• Data shown

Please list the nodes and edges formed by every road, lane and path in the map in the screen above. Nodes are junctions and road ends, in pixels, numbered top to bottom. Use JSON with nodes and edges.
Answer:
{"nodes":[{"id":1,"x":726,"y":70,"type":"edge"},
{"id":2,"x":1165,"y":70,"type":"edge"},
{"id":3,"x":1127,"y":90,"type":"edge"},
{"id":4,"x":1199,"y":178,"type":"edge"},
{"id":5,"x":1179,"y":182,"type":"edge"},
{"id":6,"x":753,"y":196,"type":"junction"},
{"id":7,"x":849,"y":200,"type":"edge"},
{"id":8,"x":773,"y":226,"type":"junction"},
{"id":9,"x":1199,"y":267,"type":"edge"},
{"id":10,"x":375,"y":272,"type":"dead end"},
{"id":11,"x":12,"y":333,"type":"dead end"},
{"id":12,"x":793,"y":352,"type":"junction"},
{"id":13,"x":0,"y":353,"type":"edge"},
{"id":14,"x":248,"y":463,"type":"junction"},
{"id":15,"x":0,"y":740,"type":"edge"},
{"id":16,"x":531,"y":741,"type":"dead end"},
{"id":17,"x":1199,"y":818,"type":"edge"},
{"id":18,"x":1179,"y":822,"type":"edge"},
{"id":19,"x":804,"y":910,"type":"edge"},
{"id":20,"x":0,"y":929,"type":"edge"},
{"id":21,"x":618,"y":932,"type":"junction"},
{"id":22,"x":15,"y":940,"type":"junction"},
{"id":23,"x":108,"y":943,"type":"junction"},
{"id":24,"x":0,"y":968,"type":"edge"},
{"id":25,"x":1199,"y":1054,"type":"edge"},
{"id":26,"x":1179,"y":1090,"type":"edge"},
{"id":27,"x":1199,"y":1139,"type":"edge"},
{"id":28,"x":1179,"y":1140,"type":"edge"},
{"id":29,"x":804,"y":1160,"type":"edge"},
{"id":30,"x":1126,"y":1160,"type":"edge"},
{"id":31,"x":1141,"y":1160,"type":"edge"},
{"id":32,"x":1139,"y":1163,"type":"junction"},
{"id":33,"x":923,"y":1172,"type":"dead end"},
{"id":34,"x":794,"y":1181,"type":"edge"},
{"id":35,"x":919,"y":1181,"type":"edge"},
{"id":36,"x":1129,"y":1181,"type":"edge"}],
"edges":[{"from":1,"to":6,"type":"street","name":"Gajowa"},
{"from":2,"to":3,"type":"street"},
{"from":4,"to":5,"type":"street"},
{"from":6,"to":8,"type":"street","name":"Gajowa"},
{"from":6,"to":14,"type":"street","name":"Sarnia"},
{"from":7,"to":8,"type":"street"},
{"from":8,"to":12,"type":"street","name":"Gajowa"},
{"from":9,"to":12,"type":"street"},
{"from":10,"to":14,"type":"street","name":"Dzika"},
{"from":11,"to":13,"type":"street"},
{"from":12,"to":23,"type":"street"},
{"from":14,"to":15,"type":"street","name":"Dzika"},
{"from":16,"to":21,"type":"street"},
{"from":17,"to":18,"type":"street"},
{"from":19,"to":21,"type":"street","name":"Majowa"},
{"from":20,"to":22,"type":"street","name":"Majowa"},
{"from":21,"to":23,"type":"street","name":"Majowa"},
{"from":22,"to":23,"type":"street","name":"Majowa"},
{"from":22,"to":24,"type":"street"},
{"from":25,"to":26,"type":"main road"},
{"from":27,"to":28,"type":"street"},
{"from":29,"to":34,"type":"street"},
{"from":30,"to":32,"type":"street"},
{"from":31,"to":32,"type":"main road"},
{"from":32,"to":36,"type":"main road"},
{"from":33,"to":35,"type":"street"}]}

• Task statement
Please repeat all the records above exactly as they appear.

• Written solution
Please list the nodes and edges formed by every road, lane and path in the map in the screen above. Nodes are junctions and road ends, in pixels, numbered top to bottom. Use JSON with nodes and edges.
Answer:
{"nodes":[{"id":1,"x":726,"y":70,"type":"edge"},
{"id":2,"x":1165,"y":70,"type":"edge"},
{"id":3,"x":1127,"y":90,"type":"edge"},
{"id":4,"x":1199,"y":178,"type":"edge"},
{"id":5,"x":1179,"y":182,"type":"edge"},
{"id":6,"x":753,"y":196,"type":"junction"},
{"id":7,"x":849,"y":200,"type":"edge"},
{"id":8,"x":773,"y":226,"type":"junction"},
{"id":9,"x":1199,"y":267,"type":"edge"},
{"id":10,"x":375,"y":272,"type":"dead end"},
{"id":11,"x":12,"y":333,"type":"dead end"},
{"id":12,"x":793,"y":352,"type":"junction"},
{"id":13,"x":0,"y":353,"type":"edge"},
{"id":14,"x":248,"y":463,"type":"junction"},
{"id":15,"x":0,"y":740,"type":"edge"},
{"id":16,"x":531,"y":741,"type":"dead end"},
{"id":17,"x":1199,"y":818,"type":"edge"},
{"id":18,"x":1179,"y":822,"type":"edge"},
{"id":19,"x":804,"y":910,"type":"edge"},
{"id":20,"x":0,"y":929,"type":"edge"},
{"id":21,"x":618,"y":932,"type":"junction"},
{"id":22,"x":15,"y":940,"type":"junction"},
{"id":23,"x":108,"y":943,"type":"junction"},
{"id":24,"x":0,"y":968,"type":"edge"},
{"id":25,"x":1199,"y":1054,"type":"edge"},
{"id":26,"x":1179,"y":1090,"type":"edge"},
{"id":27,"x":1199,"y":1139,"type":"edge"},
{"id":28,"x":1179,"y":1140,"type":"edge"},
{"id":29,"x":804,"y":1160,"type":"edge"},
{"id":30,"x":1126,"y":1160,"type":"edge"},
{"id":31,"x":1141,"y":1160,"type":"edge"},
{"id":32,"x":1139,"y":1163,"type":"junction"},
{"id":33,"x":923,"y":1172,"type":"dead end"},
{"id":34,"x":794,"y":1181,"type":"edge"},
{"id":35,"x":919,"y":1181,"type":"edge"},
{"id":36,"x":1129,"y":1181,"type":"edge"}],
"edges":[{"from":1,"to":6,"type":"street","name":"Gajowa"},
{"from":2,"to":3,"type":"street"},
{"from":4,"to":5,"type":"street"},
{"from":6,"to":8,"type":"street","name":"Gajowa"},
{"from":6,"to":14,"type":"street","name":"Sarnia"},
{"from":7,"to":8,"type":"street"},
{"from":8,"to":12,"type":"street","name":"Gajowa"},
{"from":9,"to":12,"type":"street"},
{"from":10,"to":14,"type":"street","name":"Dzika"},
{"from":11,"to":13,"type":"street"},
{"from":12,"to":23,"type":"street"},
{"from":14,"to":15,"type":"street","name":"Dzika"},
{"from":16,"to":21,"type":"street"},
{"from":17,"to":18,"type":"street"},
{"from":19,"to":21,"type":"street","name":"Majowa"},
{"from":20,"to":22,"type":"street","name":"Majowa"},
{"from":21,"to":23,"type":"street","name":"Majowa"},
{"from":22,"to":23,"type":"street","name":"Majowa"},
{"from":22,"to":24,"type":"street"},
{"from":25,"to":26,"type":"main road"},
{"from":27,"to":28,"type":"street"},
{"from":29,"to":34,"type":"street"},
{"from":30,"to":32,"type":"street"},
{"from":31,"to":32,"type":"main road"},
{"from":32,"to":36,"type":"main road"},
{"from":33,"to":35,"type":"street"}]}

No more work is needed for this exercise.